O-33: Usage, Development and Effectiveness of A New Surgical Technique for The Treatment of Severe Adenomyosis
Advised treatment of the severe forms of Adenomyosis is Hysterectomy but for the patients that want to preserve their uterus, conservative surgery named “Adenomyomectomy” for removal of endometrial tissue from the myometrium can be performed. This technique must be developed for reduction of the spontaneous uterine rupture, adhesions and recurrence rate. So, this study is to investigate the safety and therapeutic outcomes of different and novel adenomyomectomy technique.
Materials and methods
Prospectively, 103 Iranian patients with documented severe adenomyosis were candidates for adenomyomectomy over a period of 7 years (April 2004 -March 2011). The surgical procedure is the resection of adenomatous lesions with the thin (0.5 cm) margin, wedge shaped in two sides of the uterus wall, with sagittal incision on the body of the uterine and reconstruction of the layers and inverted suture for the serosa layer ends.

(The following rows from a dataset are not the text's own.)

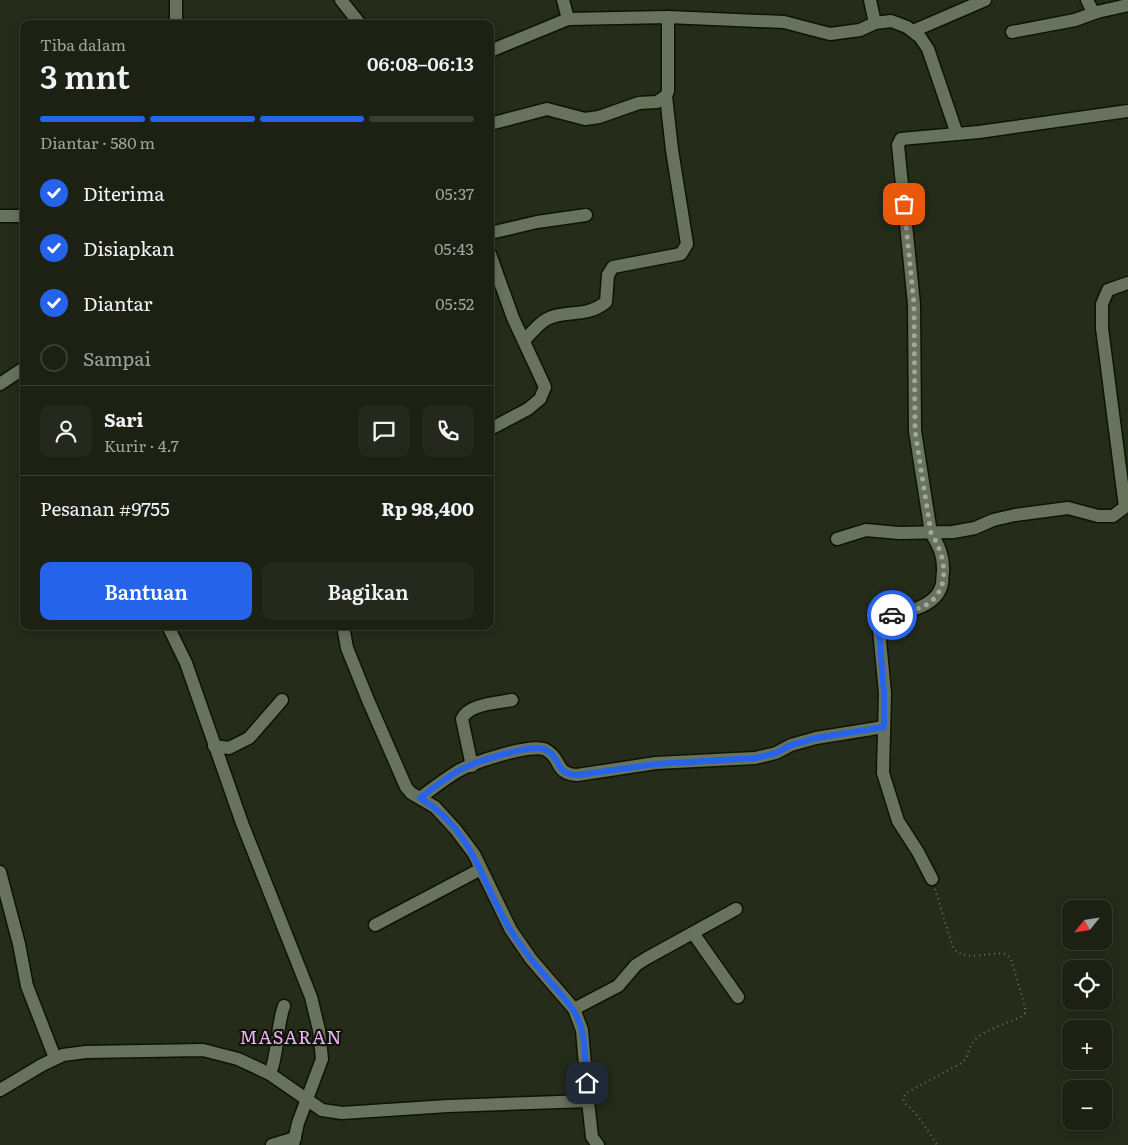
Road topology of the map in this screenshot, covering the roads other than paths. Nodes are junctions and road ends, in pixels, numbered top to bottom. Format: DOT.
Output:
graph roads {
  1 [pos="176,0"];
  2 [pos="340,0"];
  3 [pos="563,0"];
  4 [pos="870,0"];
  5 [pos="985,0"];
  6 [pos="1087,0"];
  7 [pos="1128,5"];
  8 [pos="1097,12"];
  9 [pos="668,17"];
  10 [pos="568,19"];
  11 [pos="176,20"];
  12 [pos="357,20"];
  13 [pos="876,22"];
  14 [pos="913,31"];
  15 [pos="1012,32"];
  16 [pos="494,49"];
  17 [pos="666,96"];
  18 [pos="1128,110"];
  19 [pos="494,123"];
  20 [pos="957,134"];
  21 [pos="586,215"];
  22 [pos="0,216"];
  23 [pos="20,216"];
  24 [pos="494,232"];
  25 [pos="494,265"];
  26 [pos="1128,283"];
  27 [pos="524,341"];
  28 [pos="20,371"];
  29 [pos="0,384"];
  30 [pos="494,427"];
  31 [pos="931,533"];
  32 [pos="837,538"];
  33 [pos="170,630"];
  34 [pos="344,630"];
  35 [pos="282,700"];
  36 [pos="512,700"];
  37 [pos="884,727"];
  38 [pos="214,746"];
  39 [pos="472,766"];
  40 [pos="420,798"];
  41 [pos="481,869"];
  42 [pos="0,872"];
  43 [pos="932,879"];
  44 [pos="736,908"];
  45 [pos="375,925"];
  46 [pos="694,933"];
  47 [pos="738,997"];
  48 [pos="284,1006"];
  49 [pos="574,1009"];
  50 [pos="55,1058"];
  51 [pos="270,1074"];
  52 [pos="0,1090"];
  53 [pos="307,1100"];
  54 [pos="588,1101"];
  55 [pos="294,1141"];
  56 [pos="272,1145"];
  57 [pos="598,1145"];
  1 -- 11 [label="street"];
  2 -- 12 [label="street"];
  3 -- 10 [label="street"];
  4 -- 13 [label="street"];
  5 -- 14 [label="street"];
  6 -- 8 [label="street"];
  7 -- 8 [label="street"];
  8 -- 15 [label="street"];
  9 -- 10 [label="street"];
  9 -- 13 [label="street"];
  9 -- 17 [label="street"];
  10 -- 16 [label="street"];
  13 -- 14 [label="street"];
  14 -- 20 [label="street"];
  17 -- 19 [label="street"];
  17 -- 27 [label="street"];
  18 -- 20 [label="street"];
  20 -- 31 [label="street"];
  21 -- 24 [label="street"];
  22 -- 23 [label="street"];
  25 -- 27 [label="street"];
  26 -- 31 [label="street"];
  27 -- 30 [label="street"];
  28 -- 29 [label="street"];
  31 -- 32 [label="street"];
  31 -- 37 [label="street"];
  33 -- 38 [label="street"];
  34 -- 40 [label="street"];
  35 -- 38 [label="street"];
  36 -- 39 [label="street"];
  37 -- 39 [label="street"];
  37 -- 43 [label="street"];
  38 -- 53 [label="street"];
  39 -- 40 [label="street"];
  40 -- 41 [label="street"];
  41 -- 45 [label="street"];
  41 -- 49 [label="street"];
  42 -- 50 [label="street"];
  44 -- 46 [label="street"];
  46 -- 47 [label="street"];
  46 -- 49 [label="street"];
  48 -- 51 [label="street"];
  49 -- 54 [label="street"];
  50 -- 51 [label="street"];
  50 -- 52 [label="street"];
  51 -- 53 [label="street"];
  53 -- 54 [label="street"];
  53 -- 55 [label="street"];
  54 -- 57 [label="street"];
  55 -- 56 [label="street"];
}
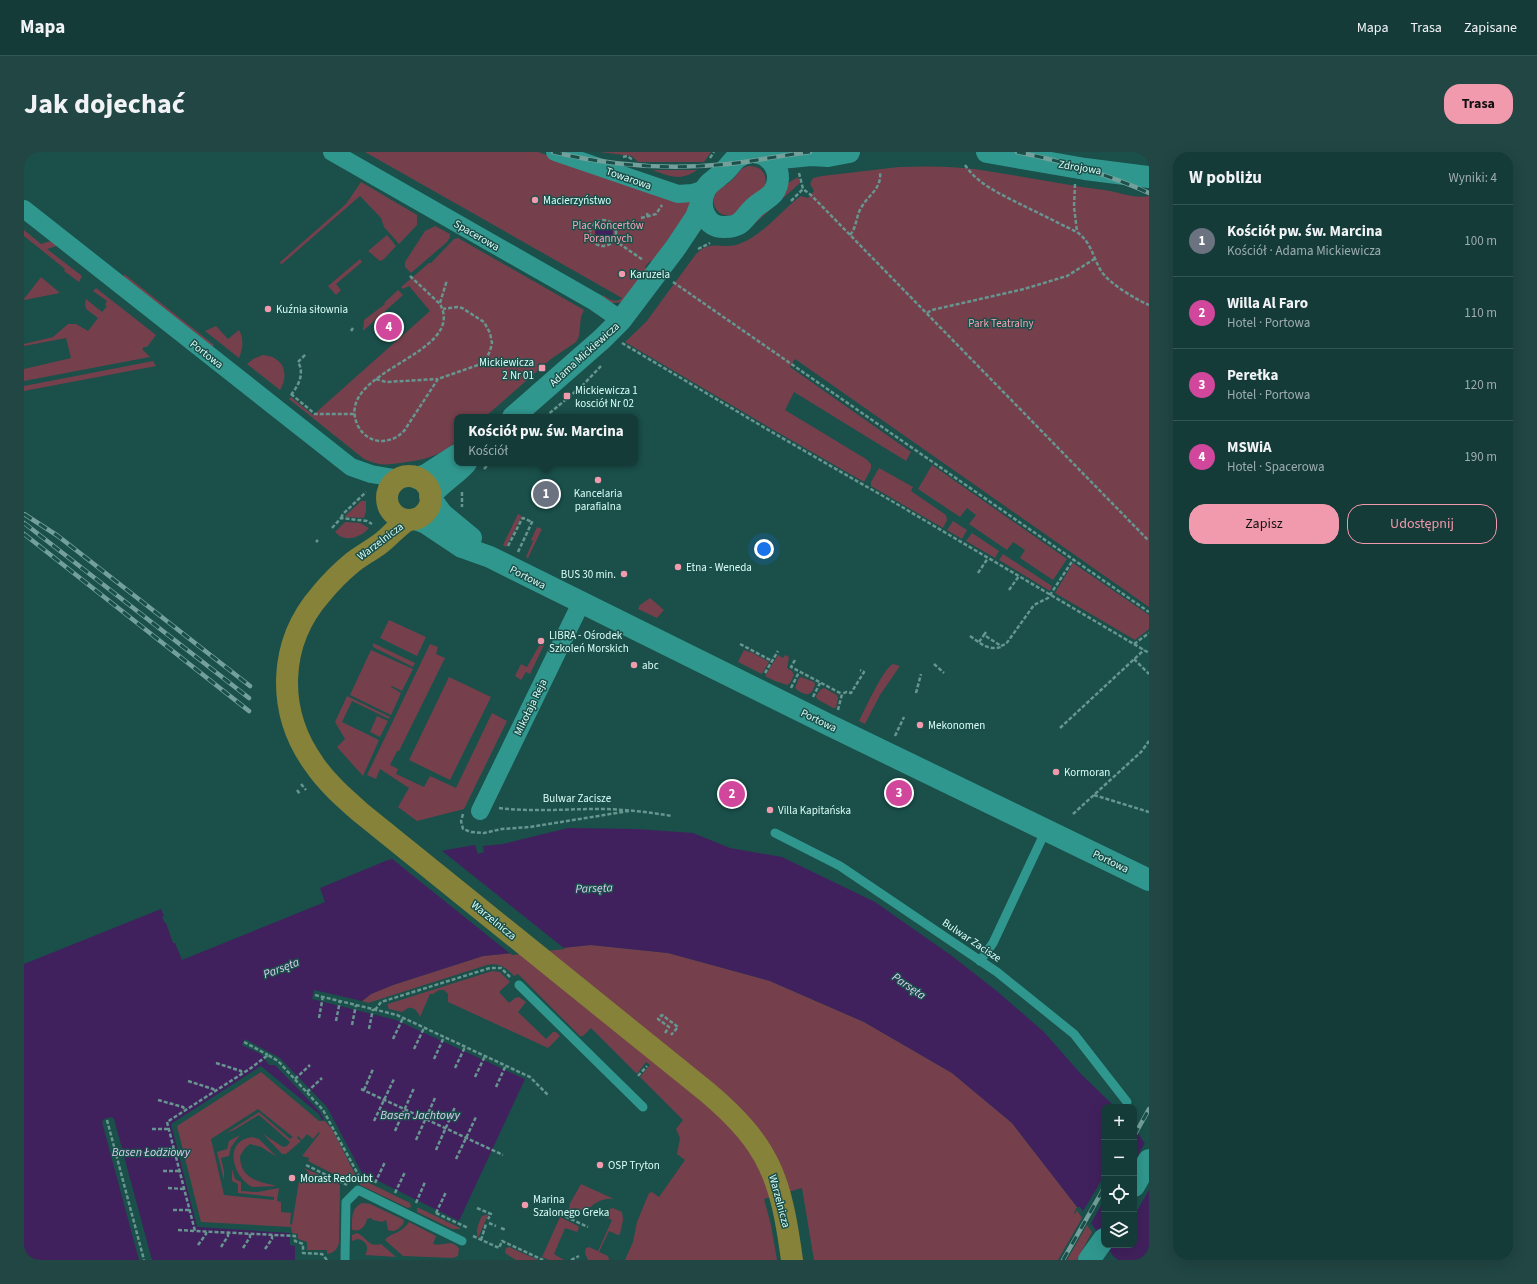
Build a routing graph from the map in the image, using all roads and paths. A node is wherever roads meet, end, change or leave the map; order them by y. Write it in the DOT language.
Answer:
graph roads {
  1 [pos="332,152"];
  2 [pos="555,152"];
  3 [pos="620,152"];
  4 [pos="849,152"];
  5 [pos="987,152"];
  6 [pos="749,155"];
  7 [pos="828,156"];
  8 [pos="621,157"];
  9 [pos="965,165"];
  10 [pos="1069,167"];
  11 [pos="880,172"];
  12 [pos="800,175"];
  13 [pos="1149,177"];
  14 [pos="778,182"];
  15 [pos="803,189"];
  16 [pos="703,197"];
  17 [pos="791,201"];
  18 [pos="664,202"];
  19 [pos="24,209"];
  20 [pos="647,213"];
  21 [pos="648,217"];
  22 [pos="641,218"];
  23 [pos="1077,232"];
  24 [pos="717,235"];
  25 [pos="850,235"];
  26 [pos="614,240"];
  27 [pos="685,250"];
  28 [pos="1096,258"];
  29 [pos="645,262"];
  30 [pos="410,276"];
  31 [pos="677,276"];
  32 [pos="447,280"];
  33 [pos="440,304"];
  34 [pos="1149,305"];
  35 [pos="443,309"];
  36 [pos="927,313"];
  37 [pos="622,333"];
  38 [pos="622,343"];
  39 [pos="618,346"];
  40 [pos="306,354"];
  41 [pos="605,361"];
  42 [pos="376,379"];
  43 [pos="438,379"];
  44 [pos="291,394"];
  45 [pos="288,398"];
  46 [pos="355,414"];
  47 [pos="516,414"];
  48 [pos="549,414"];
  49 [pos="454,456"];
  50 [pos="463,466"];
  51 [pos="408,478"];
  52 [pos="366,492"];
  53 [pos="431,497"];
  54 [pos="388,504"];
  55 [pos="341,518"];
  56 [pos="412,519"];
  57 [pos="372,524"];
  58 [pos="332,528"];
  59 [pos="1149,541"];
  60 [pos="498,554"];
  61 [pos="516,555"];
  62 [pos="988,558"];
  63 [pos="1073,560"];
  64 [pos="352,562"];
  65 [pos="978,573"];
  66 [pos="1019,576"];
  67 [pos="1009,590"];
  68 [pos="1050,595"];
  69 [pos="581,603"];
  70 [pos="1149,612"];
  71 [pos="1149,632"];
  72 [pos="970,636"];
  73 [pos="979,642"];
  74 [pos="740,644"];
  75 [pos="1134,644"];
  76 [pos="1001,646"];
  77 [pos="1144,650"];
  78 [pos="778,651"];
  79 [pos="1149,653"];
  80 [pos="1134,659"];
  81 [pos="795,660"];
  82 [pos="772,661"];
  83 [pos="934,664"];
  84 [pos="860,670"];
  85 [pos="799,672"];
  86 [pos="944,673"];
  87 [pos="922,674"];
  88 [pos="1149,674"];
  89 [pos="763,677"];
  90 [pos="820,683"];
  91 [pos="790,690"];
  92 [pos="916,693"];
  93 [pos="842,694"];
  94 [pos="811,701"];
  95 [pos="837,713"];
  96 [pos="904,717"];
  97 [pos="1060,728"];
  98 [pos="893,740"];
  99 [pos="1149,740"];
  100 [pos="301,784"];
  101 [pos="297,790"];
  102 [pos="306,790"];
  103 [pos="300,794"];
  104 [pos="1094,795"];
  105 [pos="481,809"];
  106 [pos="629,811"];
  107 [pos="1149,812"];
  108 [pos="1073,814"];
  109 [pos="672,816"];
  110 [pos="1046,830"];
  111 [pos="775,833"];
  112 [pos="1149,880"];
  113 [pos="980,960"];
  114 [pos="519,985"];
  115 [pos="315,995"];
  116 [pos="323,996"];
  117 [pos="340,1001"];
  118 [pos="356,1005"];
  119 [pos="374,1010"];
  120 [pos="319,1018"];
  121 [pos="403,1018"];
  122 [pos="336,1021"];
  123 [pos="352,1025"];
  124 [pos="424,1028"];
  125 [pos="369,1029"];
  126 [pos="665,1033"];
  127 [pos="671,1035"];
  128 [pos="444,1037"];
  129 [pos="393,1039"];
  130 [pos="244,1042"];
  131 [pos="465,1047"];
  132 [pos="414,1049"];
  133 [pos="268,1055"];
  134 [pos="485,1056"];
  135 [pos="434,1058"];
  136 [pos="216,1063"];
  137 [pos="648,1064"];
  138 [pos="310,1065"];
  139 [pos="506,1065"];
  140 [pos="455,1068"];
  141 [pos="373,1069"];
  142 [pos="242,1074"];
  143 [pos="638,1076"];
  144 [pos="476,1077"];
  145 [pos="322,1078"];
  146 [pos="295,1079"];
  147 [pos="394,1079"];
  148 [pos="188,1081"];
  149 [pos="496,1087"];
  150 [pos="414,1088"];
  151 [pos="215,1091"];
  152 [pos="307,1092"];
  153 [pos="549,1096"];
  154 [pos="435,1098"];
  155 [pos="158,1100"];
  156 [pos="384,1100"];
  157 [pos="1127,1102"];
  158 [pos="455,1107"];
  159 [pos="643,1107"];
  160 [pos="404,1109"];
  161 [pos="185,1110"];
  162 [pos="476,1117"];
  163 [pos="426,1119"];
  164 [pos="107,1120"];
  165 [pos="374,1121"];
  166 [pos="446,1128"];
  167 [pos="152,1129"];
  168 [pos="169,1129"];
  169 [pos="395,1131"];
  170 [pos="466,1138"];
  171 [pos="416,1140"];
  172 [pos="158,1149"];
  173 [pos="174,1150"];
  174 [pos="436,1150"];
  175 [pos="502,1155"];
  176 [pos="456,1159"];
  177 [pos="1149,1160"];
  178 [pos="385,1162"];
  179 [pos="306,1165"];
  180 [pos="163,1171"];
  181 [pos="179,1172"];
  182 [pos="405,1172"];
  183 [pos="364,1178"];
  184 [pos="370,1181"];
  185 [pos="1137,1181"];
  186 [pos="425,1182"];
  187 [pos="375,1183"];
  188 [pos="382,1187"];
  189 [pos="168,1188"];
  190 [pos="184,1189"];
  191 [pos="358,1190"];
  192 [pos="388,1190"];
  193 [pos="446,1192"];
  194 [pos="395,1193"];
  195 [pos="402,1197"];
  196 [pos="422,1206"];
  197 [pos="477,1208"];
  198 [pos="173,1210"];
  199 [pos="189,1210"];
  200 [pos="429,1210"];
  201 [pos="436,1213"];
  202 [pos="560,1214"];
  203 [pos="488,1222"];
  204 [pos="496,1226"];
  205 [pos="588,1227"];
  206 [pos="468,1228"];
  207 [pos="501,1228"];
  208 [pos="178,1230"];
  209 [pos="506,1230"];
  210 [pos="195,1231"];
  211 [pos="206,1232"];
  212 [pos="228,1233"];
  213 [pos="250,1234"];
  214 [pos="272,1235"];
  215 [pos="471,1235"];
  216 [pos="481,1240"];
  217 [pos="462,1241"];
  218 [pos="198,1245"];
  219 [pos="221,1247"];
  220 [pos="243,1248"];
  221 [pos="265,1250"];
  222 [pos="579,1256"];
  223 [pos="144,1260"];
  224 [pos="327,1260"];
  225 [pos="345,1260"];
  226 [pos="543,1260"];
  227 [pos="571,1260"];
  228 [pos="792,1260"];
  1 -- 37 [label="street, Spacerowa"];
  2 -- 16 [label="street, Towarowa"];
  3 -- 8 [label="path"];
  4 -- 7 [label="street"];
  5 -- 10 [label="street, Zdrojowa"];
  6 -- 7 [label="street"];
  6 -- 14 [label="street"];
  6 -- 16 [label="street"];
  7 -- 14 [label="street"];
  9 -- 23 [label="path"];
  10 -- 13 [label="street, Zdrojowa"];
  10 -- 23 [label="path"];
  11 -- 25 [label="path"];
  12 -- 15 [label="path"];
  14 -- 24 [label="street, Adama Mickiewicza"];
  15 -- 17 [label="path"];
  15 -- 25 [label="path"];
  16 -- 24 [label="street"];
  16 -- 27 [label="street, Adama Mickiewicza"];
  18 -- 21 [label="path"];
  19 -- 51 [label="street, Portowa"];
  20 -- 21 [label="path"];
  21 -- 22 [label="path"];
  23 -- 28 [label="path"];
  24 -- 27 [label="path"];
  24 -- 27 [label="street, Adama Mickiewicza"];
  25 -- 36 [label="path"];
  26 -- 26 [label="path"];
  26 -- 29 [label="path"];
  27 -- 37 [label="street, Adama Mickiewicza"];
  28 -- 34 [label="path"];
  28 -- 36 [label="path"];
  30 -- 33 [label="path"];
  31 -- 63 [label="path"];
  32 -- 33 [label="path"];
  33 -- 35 [label="path"];
  35 -- 42 [label="path"];
  35 -- 43 [label="path"];
  36 -- 59 [label="path"];
  37 -- 38 [label="path"];
  37 -- 38 [label="path"];
  37 -- 47 [label="street, Adama Mickiewicza"];
  38 -- 39 [label="path"];
  38 -- 62 [label="path"];
  40 -- 44 [label="path"];
  41 -- 48 [label="path"];
  42 -- 43 [label="path"];
  42 -- 46 [label="path"];
  43 -- 46 [label="path"];
  44 -- 45 [label="path"];
  44 -- 46 [label="path"];
  49 -- 51 [label="street"];
  50 -- 53 [label="street"];
  51 -- 53 [label="main road"];
  51 -- 54 [label="main road"];
  52 -- 55 [label="path"];
  53 -- 56 [label="main road"];
  53 -- 60 [label="street, Portowa"];
  54 -- 56 [label="main road"];
  54 -- 64 [label="main road, Warzelnicza"];
  55 -- 57 [label="path"];
  55 -- 58 [label="path"];
  56 -- 60 [label="street, Portowa"];
  56 -- 64 [label="main road, Warzelnicza"];
  60 -- 61 [label="path"];
  60 -- 69 [label="street, Portowa"];
  62 -- 65 [label="path"];
  62 -- 66 [label="path"];
  63 -- 68 [label="path"];
  63 -- 70 [label="path"];
  64 -- 228 [label="main road, Warzelnicza"];
  66 -- 67 [label="path"];
  66 -- 68 [label="path"];
  68 -- 75 [label="path"];
  68 -- 76 [label="path"];
  69 -- 105 [label="street, Mikołaja Reja"];
  69 -- 110 [label="street, Portowa"];
  71 -- 75 [label="path"];
  72 -- 73 [label="path"];
  73 -- 76 [label="path"];
  73 -- 76 [label="path"];
  74 -- 82 [label="path"];
  75 -- 77 [label="path"];
  77 -- 79 [label="path"];
  77 -- 80 [label="path"];
  78 -- 82 [label="path"];
  80 -- 88 [label="path"];
  80 -- 97 [label="path"];
  81 -- 85 [label="path"];
  82 -- 89 [label="path"];
  83 -- 86 [label="path"];
  84 -- 93 [label="path"];
  85 -- 90 [label="path"];
  85 -- 91 [label="path"];
  87 -- 92 [label="path"];
  90 -- 93 [label="path"];
  90 -- 94 [label="path"];
  93 -- 95 [label="path"];
  96 -- 98 [label="path"];
  99 -- 104 [label="path"];
  100 -- 102 [label="path"];
  101 -- 103 [label="path"];
  104 -- 107 [label="path"];
  104 -- 108 [label="path"];
  105 -- 106 [label="path, Bulwar Zacisze"];
  105 -- 106 [label="path"];
  106 -- 109 [label="path, Bulwar Zacisze"];
  110 -- 112 [label="street, Portowa"];
  110 -- 113 [label="lane"];
  111 -- 113 [label="lane, Bulwar Zacisze"];
  113 -- 157 [label="lane, Bulwar Zacisze"];
  114 -- 119 [label="path"];
  114 -- 159 [label="lane"];
  115 -- 116 [label="path"];
  116 -- 117 [label="path"];
  116 -- 120 [label="path"];
  117 -- 118 [label="path"];
  117 -- 122 [label="path"];
  118 -- 119 [label="path"];
  118 -- 123 [label="path"];
  119 -- 121 [label="path"];
  119 -- 125 [label="path"];
  121 -- 124 [label="path"];
  121 -- 129 [label="path"];
  124 -- 128 [label="path"];
  124 -- 132 [label="path"];
  126 -- 127 [label="path"];
  128 -- 131 [label="path"];
  128 -- 135 [label="path"];
  130 -- 133 [label="path"];
  131 -- 134 [label="path"];
  131 -- 140 [label="path"];
  133 -- 142 [label="path"];
  133 -- 146 [label="path"];
  134 -- 139 [label="path"];
  134 -- 144 [label="path"];
  136 -- 142 [label="path"];
  137 -- 143 [label="path"];
  138 -- 146 [label="path"];
  139 -- 149 [label="path"];
  139 -- 153 [label="path"];
  141 -- 156 [label="path"];
  142 -- 151 [label="path"];
  145 -- 152 [label="path"];
  146 -- 152 [label="path"];
  147 -- 156 [label="path"];
  148 -- 151 [label="path"];
  150 -- 160 [label="path"];
  151 -- 161 [label="path"];
  152 -- 183 [label="path"];
  154 -- 163 [label="path"];
  155 -- 161 [label="path"];
  156 -- 160 [label="path"];
  156 -- 165 [label="path"];
  158 -- 166 [label="path"];
  160 -- 163 [label="path"];
  160 -- 169 [label="path"];
  161 -- 168 [label="path"];
  162 -- 170 [label="path"];
  163 -- 166 [label="path"];
  163 -- 171 [label="path"];
  164 -- 223 [label="path"];
  166 -- 170 [label="path"];
  166 -- 174 [label="path"];
  167 -- 168 [label="path"];
  168 -- 173 [label="path"];
  170 -- 175 [label="path"];
  170 -- 176 [label="path"];
  172 -- 173 [label="path"];
  173 -- 181 [label="path"];
  177 -- 185 [label="street"];
  178 -- 187 [label="path"];
  179 -- 191 [label="path"];
  180 -- 181 [label="path"];
  181 -- 190 [label="path"];
  182 -- 194 [label="path"];
  184 -- 187 [label="path"];
  186 -- 196 [label="path"];
  187 -- 188 [label="path"];
  189 -- 190 [label="path"];
  190 -- 199 [label="path"];
  191 -- 217 [label="lane"];
  191 -- 225 [label="lane"];
  192 -- 194 [label="path"];
  193 -- 201 [label="path"];
  194 -- 195 [label="path"];
  197 -- 203 [label="path"];
  198 -- 199 [label="path"];
  199 -- 210 [label="path"];
  200 -- 201 [label="path"];
  201 -- 206 [label="path"];
  202 -- 205 [label="path"];
  203 -- 204 [label="path"];
  203 -- 216 [label="path"];
  207 -- 209 [label="path"];
  208 -- 210 [label="path"];
  210 -- 211 [label="path"];
  211 -- 212 [label="path"];
  211 -- 218 [label="path"];
  212 -- 213 [label="path"];
  212 -- 219 [label="path"];
  213 -- 214 [label="path"];
  213 -- 220 [label="path"];
  214 -- 221 [label="path"];
  214 -- 224 [label="path"];
  215 -- 216 [label="path"];
  216 -- 226 [label="path"];
  222 -- 227 [label="path"];
}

Out of 103 patients, 57 cases (55.34%) were presented with infertility, 17 cases (16.5%) with IVF failure, 9 cases (8.74%) with recurrent abortion and 20 cases (19.42%) with Abnormal Vaginal Bleeding (AUB). Out of 70 patients that wish to bear child, 21 persons (30%) become pregnant; spontaneously (7 cases) or by ART technique (14 cases). 16 pregnancies became full term and candidates for cesarean section (C/S). There was a significant reduction in both dysmenorrhoea and hypermenorrhoea. Only one case had relapsed adenomyosis.
Adenomyomectomy is the conservative and effective option on treatment of adenomyosis. The described procedure in this study can be an efficient procedure for the treatment of severe adenomyosis.